**What this task involves:** Which of the lines below contain the string "José"? Copy each one.

**Extracted data entries:**
******************************
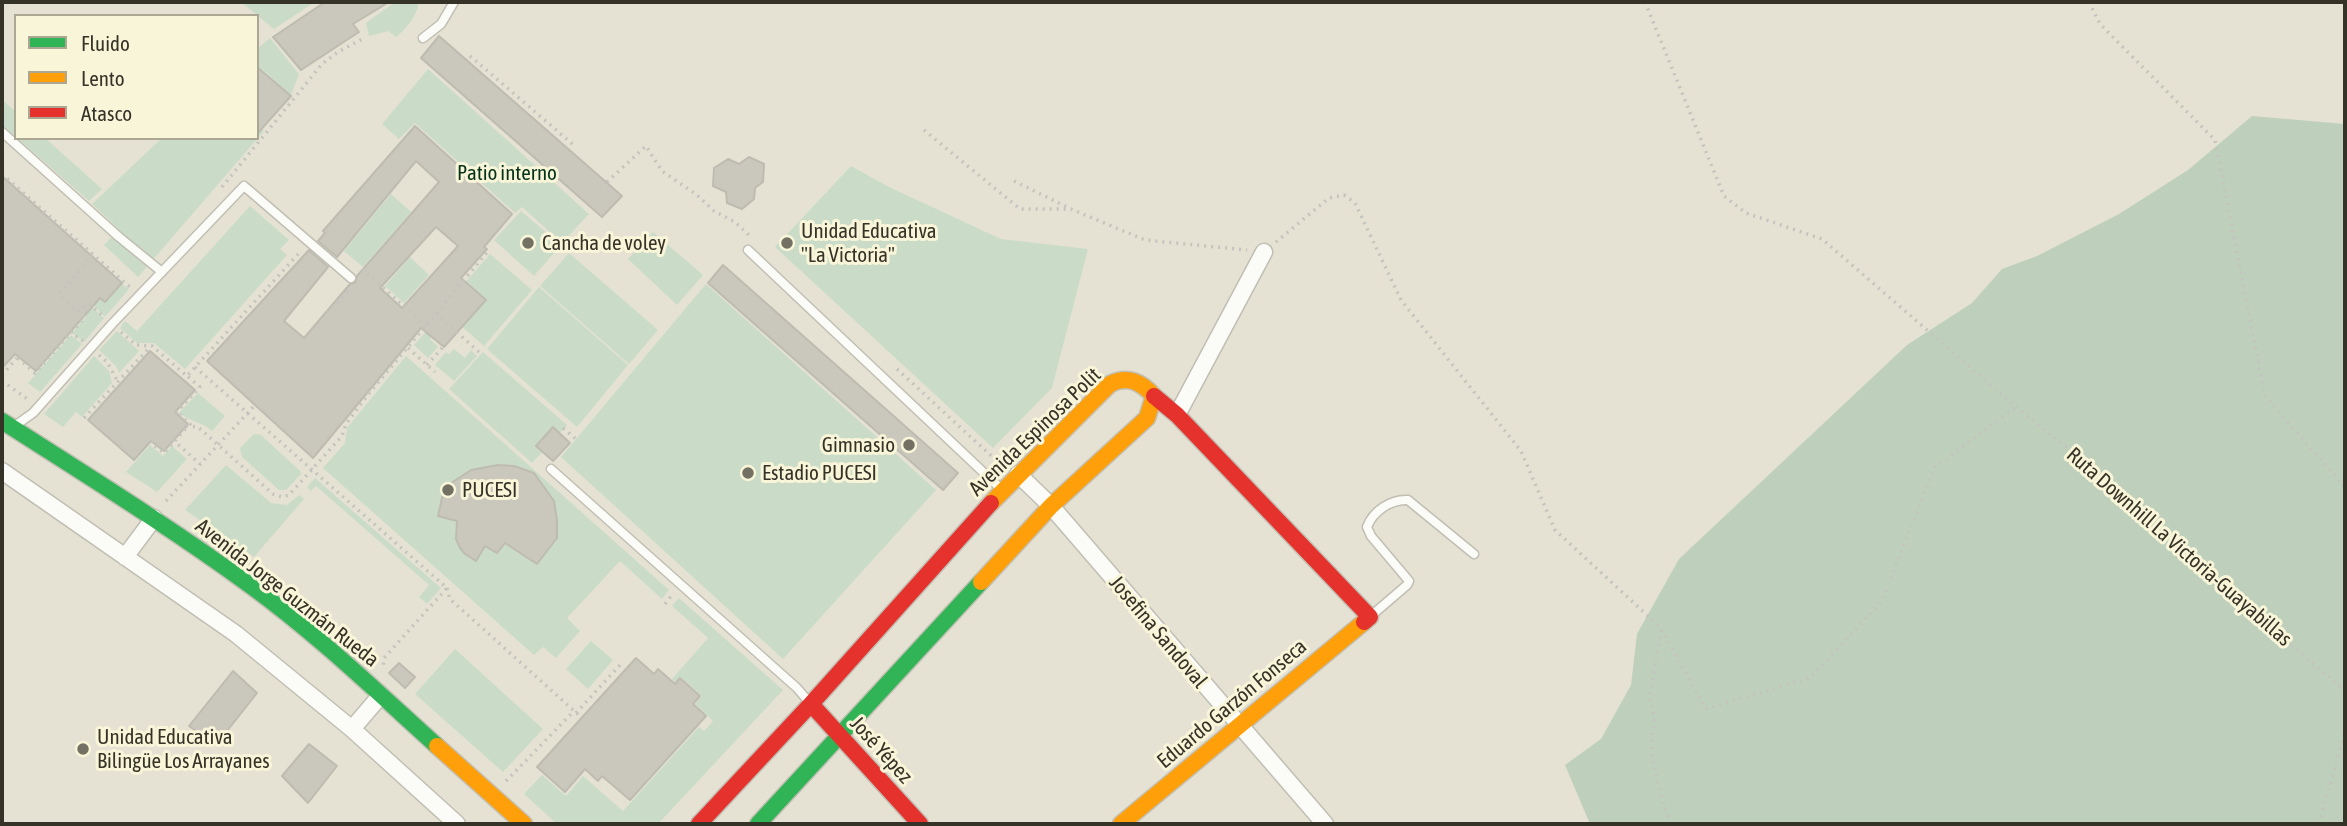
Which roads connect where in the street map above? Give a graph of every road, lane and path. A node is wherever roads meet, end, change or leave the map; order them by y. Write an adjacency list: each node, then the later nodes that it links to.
1 (454, 2): 4 (lane)
2 (1645, 2): 37 (path, Ruta Downhill La Victoria-Guayabillas)
3 (2089, 2): 53 (path)
4 (423, 38)
5 (470, 56): 8 (path)
6 (924, 130): 11 (path)
7 (2, 132): 17 (lane)
8 (576, 147)
9 (2, 174): 15 (path)
10 (1014, 181): 11 (path)
11 (1070, 209): 14 (path)
12 (489, 250): 22 (path)
13 (748, 250): 54 (lane)
14 (1264, 252): 39 (street); 64 (path)
15 (93, 255): 19 (path); 20 (path)
16 (293, 260): 30 (path)
17 (162, 272): 18 (lane); 23 (lane)
18 (354, 281): 21 (path)
19 (132, 289)
20 (77, 311): 23 (path); 32 (path)
21 (327, 313)
22 (436, 313): 26 (path); 28 (path)
23 (112, 324): 24 (path); 41 (lane)
24 (152, 346): 33 (path); 34 (path)
25 (443, 346): 29 (path)
26 (408, 348): 29 (path); 49 (path)
27 (96, 352): 34 (path)
28 (481, 354)
29 (427, 365): 31 (path)
30 (195, 368): 33 (path); 38 (path)
31 (435, 372)
32 (2, 375)
33 (187, 376): 42 (path)
34 (118, 382): 40 (path)
35 (1154, 396): 39 (street); 52 (street, Avenida Espinosa Polit); 56 (street)
36 (255, 405): 38 (path)
37 (2016, 407): 64 (path); 67 (path, Ruta Downhill La Victoria-Guayabillas)
38 (247, 413): 47 (path); 49 (path)
39 (1177, 415): 63 (street)
40 (85, 418)
41 (5, 423): 57 (street, Avenida Jorge Guzmán Rueda)
42 (187, 426): 45 (path); 47 (path)
43 (563, 428): 44 (path)
44 (576, 439)
45 (174, 440): 46 (path); 48 (path)
46 (152, 442)
47 (218, 445): 48 (path); 49 (path)
48 (200, 464): 55 (path)
49 (311, 469): 60 (path)
50 (551, 469): 69 (lane)
51 (2, 471): 59 (street)
52 (1017, 474): 54 (street, Avenida Espinosa Polit); 56 (street, Josefina Sandoval)
53 (2345, 487)
54 (1002, 490): 69 (street, Avenida Espinosa Polit)
55 (166, 501)
56 (1051, 506): 72 (street, Josefina Sandoval); 75 (street)
57 (154, 518): 59 (street); 68 (street, Avenida Jorge Guzmán Rueda)
58 (1474, 554): 63 (lane)
59 (125, 557): 73 (street)
60 (447, 588): 66 (path); 70 (path)
61 (677, 590): 62 (path)
62 (664, 604)
63 (1370, 617): 72 (street, Eduardo Garzón Fonseca)
64 (1661, 628): 84 (path)
65 (621, 665): 70 (path)
66 (383, 671)
67 (2345, 691)
68 (380, 695): 73 (street); 78 (street, Avenida Jorge Guzmán Rueda)
69 (811, 704): 75 (street, José Yépez); 79 (street, Avenida Espinosa Polit)
70 (575, 712): 71 (path); 76 (path)
71 (582, 718)
72 (1237, 726): 82 (street, Eduardo Garzón Fonseca); 83 (street, Josefina Sandoval)
73 (352, 729): 77 (street)
74 (2345, 731): 85 (path)
75 (839, 734): 80 (street); 81 (street, José Yépez)
76 (506, 780)
77 (457, 824)
78 (524, 824)
79 (699, 824)
80 (758, 824)
81 (920, 824)
82 (1121, 824)
83 (1325, 824)
84 (1670, 824)
85 (2319, 824)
******************************
**Answer to this problem:**
69 (811, 704): 75 (street, José Yépez); 79 (street, Avenida Espinosa Polit)
75 (839, 734): 80 (street); 81 (street, José Yépez)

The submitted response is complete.